I'd love to see a comparison to Haxe. https://haxe.org/
I wonder what performance and generated code size/quality look like.
It's a nice idea but the C portion expects an array of unknown size, no bounds checking possible at all and it's also not returned how large the PNM image is. I also don't understand why glib is needed here to get the array to work. It's also missing the stdint.h include to be able to use uint8_t.
Nice stuff, I'm working on something like Kaitai Struct, and it'll be very convenient to codegen to Fusion, to support multiple target languages.
However, what I like the least in all kind of software is underdocumentation. There's some reference, it's not bad, but actually it's just bunch of examples. If I want to find out exactly how a particular type or statement translates into a specific language, I'll have to dig into the code.
> implementing reusable components (libraries) for C, C++, C#, D, Java, JavaScript, Python, Swift, TypeScript and OpenCL C, all from single codebase
Why is this needed? I can't imagine that. I am sure writing code in fusion will produce C++ and Python code which is suboptimal and doesn't fit well in these languages.
Bad idea. It either takes a useless subset of all languages or do weird abstraction that wouldn't fit in a language otherwise.
How (and why) are you targeting OpenCL? It has quite a different programming model
As others say ; how does debugging work? I was a user of Haxe and Monkey and both had/have serious debugging issues; I think this can only work if it has an interpreter for itself (self hosted I guess ideally) with a proper debugger.
We seem to be regressing to the overuse of classes again.
Nice idea. I'm just wondering how to debug code written in fusion... probably you must focus on one of outputs, debug that one, and then back-fit the changes to the fusion source. :/
The syntax is so warm and simple, but not too simple. I like it, but I wonder how debuggable it can be, or if there is an interpreter for learning.
I was a bit surprised to see Ds logo there. Cool.

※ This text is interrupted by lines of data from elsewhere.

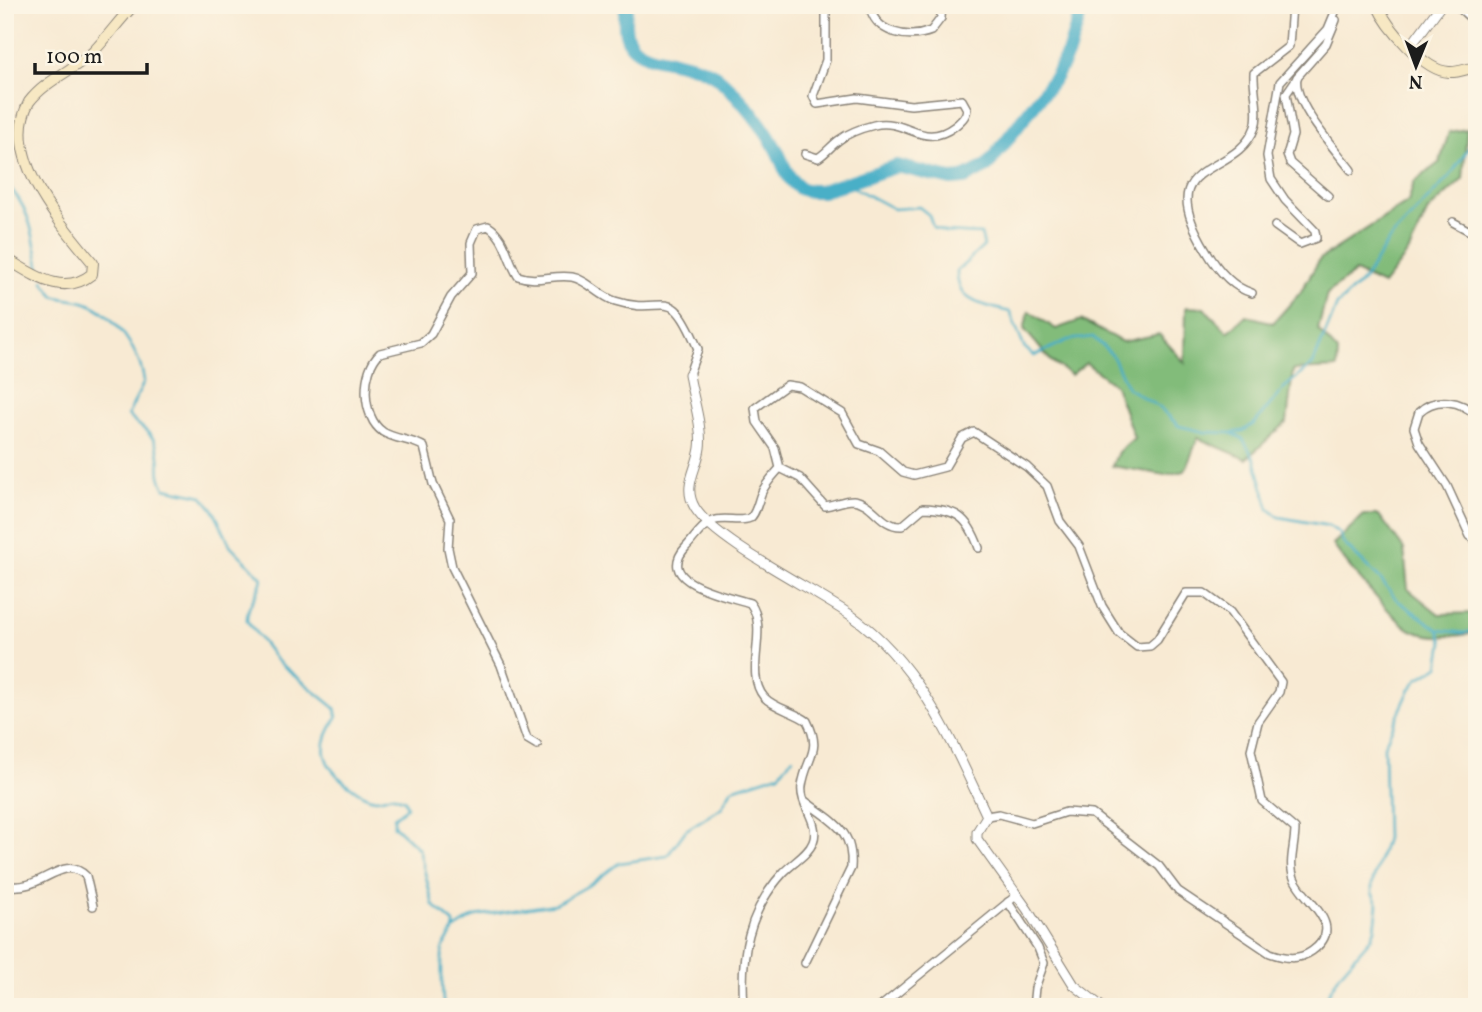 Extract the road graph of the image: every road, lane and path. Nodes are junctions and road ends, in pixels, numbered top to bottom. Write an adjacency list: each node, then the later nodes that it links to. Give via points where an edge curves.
1 (134, 5): 20 (main road, via 91,54 30,102 18,128 21,160 55,219 93,263 92,274 62,286)
2 (826, 5): 14 (street, via 826,60 813,96 817,104 857,98 911,106 962,100 967,109 966,116 937,136 883,124 840,138 818,158)
3 (870, 5): 4 (street, via 883,28 908,34 931,31 941,18)
4 (942, 5)
5 (1292, 5): 21 (street, via 1289,46 1254,73 1256,122 1251,136 1199,174 1187,198 1189,218 1212,260 1230,281)
6 (1338, 5): 13 (street, via 1330,37); 18 (street, via 1328,29 1280,82 1267,156 1271,180 1315,231 1316,238 1300,244)
7 (1377, 5): 11 (main road, via 1386,23)
8 (1441, 5): 11 (street)
9 (1456, 5): 10 (street)
10 (1477, 24)
11 (1410, 47): 12 (main road, via 1437,69 1450,72)
12 (1477, 66)
13 (1297, 77): 15 (street, via 1300,98); 16 (street, via 1286,94 1293,135 1287,155 1290,163)
14 (805, 154)
15 (1351, 170)
16 (1328, 196)
17 (1453, 222): 19 (street)
18 (1275, 226)
19 (1477, 235)
20 (5, 258)
21 (1252, 293)
22 (689, 374): 25 (street, via 701,445 688,487 695,509); 28 (street, via 698,349 680,311 670,305 618,302 576,278 536,281 518,276 496,231 483,226 472,235 472,273 450,297 431,334 421,344 380,353 370,366 370,417 382,431 424,447 433,484 450,519 452,568 501,665 527,739)
23 (1477, 416): 26 (street, via 1461,403 1433,403 1419,412 1415,428 1470,536)
24 (780, 468): 25 (street, via 762,490 750,517 722,517); 27 (street, via 800,478 825,506 860,502 892,526 902,526 923,508 962,516); 30 (street, via 775,448 754,411 764,398 787,385 800,387 842,413 859,443 874,448 909,474 945,467 962,438 974,432 1022,463 1047,486 1060,521 1079,546 1102,606 1128,642 1150,646 1186,593 1204,593 1222,605 1281,682 1258,722 1251,756 1262,801 1295,829 1294,877 1322,913 1324,937 1300,957 1270,953 1178,891 1159,866 1092,814 1066,813 1032,823 999,814)
25 (708, 523): 29 (street, via 678,555 678,572 692,584 754,608 759,687 767,700 807,720 814,738 814,754 801,788); 30 (street, via 855,617 891,653 936,709)
26 (1477, 541)
27 (979, 548)
28 (537, 745)
29 (804, 801): 37 (street, via 844,831 852,852 851,867); 38 (street, via 814,829 813,842 775,883 748,931 743,956)
30 (987, 816): 32 (street, via 977,839)
31 (5, 885): 34 (street, via 37,884 59,869 73,868 86,877)
32 (1017, 895): 33 (street); 41 (street, via 1074,985)
33 (1008, 902): 39 (street); 40 (street, via 1044,963)
34 (93, 906)
35 (1477, 930): 36 (street)
36 (1477, 942)
37 (806, 963)
38 (744, 1007)
39 (880, 1007)
40 (1033, 1007)
41 (1102, 1007)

The idea it's good but hard to make it good. A universal language is hard to optimise for a particular language.
but not Haskell, guess they gave up on picking a string type =P
Wow, this is really fusion. I like it.
Now we need an UnFusion programming language that can take code written in any language and convert it into Fusion. With that, you could transform any project from language A into language B.
somewhat funny to the immature mind: "fut" - the name of the compiler binary - is austrian slang for vagina, but in the most obscene, vulgar way possible. a bit like "cunt", but worse.
I like it. I just wonder if today transpiling is better then Agentic Programming. Any specific use case where i should use it? With a good model, SKILLS.md, AGENTS.md and prompts I am able to do - allegedly - a better job then a transpiler, no?
[dead]
What are the use cases? I am curious why Rust was not targeted.
Fusion is a programming language designed for implementing reusable components (libraries) for C, C++, C#, D, Java, JavaScript, Python, Swift, TypeScript and OpenCL C, all from single codebase.
It seems similar in concept to Haxe, but focused on writing libraries which are then called from the target language, rather than building your whole application in Fusion. Is that correct?
How are exceptions translated to languages which don't have exceptions, like C?
The amount of targets seems impressive, but I don't see anything resembling a standard library. Usually, it's in the standard library where diverging behavior between targets shows up. Haxe's documentation tends to cover those issues, and lets you know when a behavior is target-dependent, or unspecified. They do try to be consistent between targets whenever possible in a performant way.
Loreline[0] is a recent project which leverages Haxe to build a cross-platform library. Is there a similar project showcasing how Fusion can be used for that?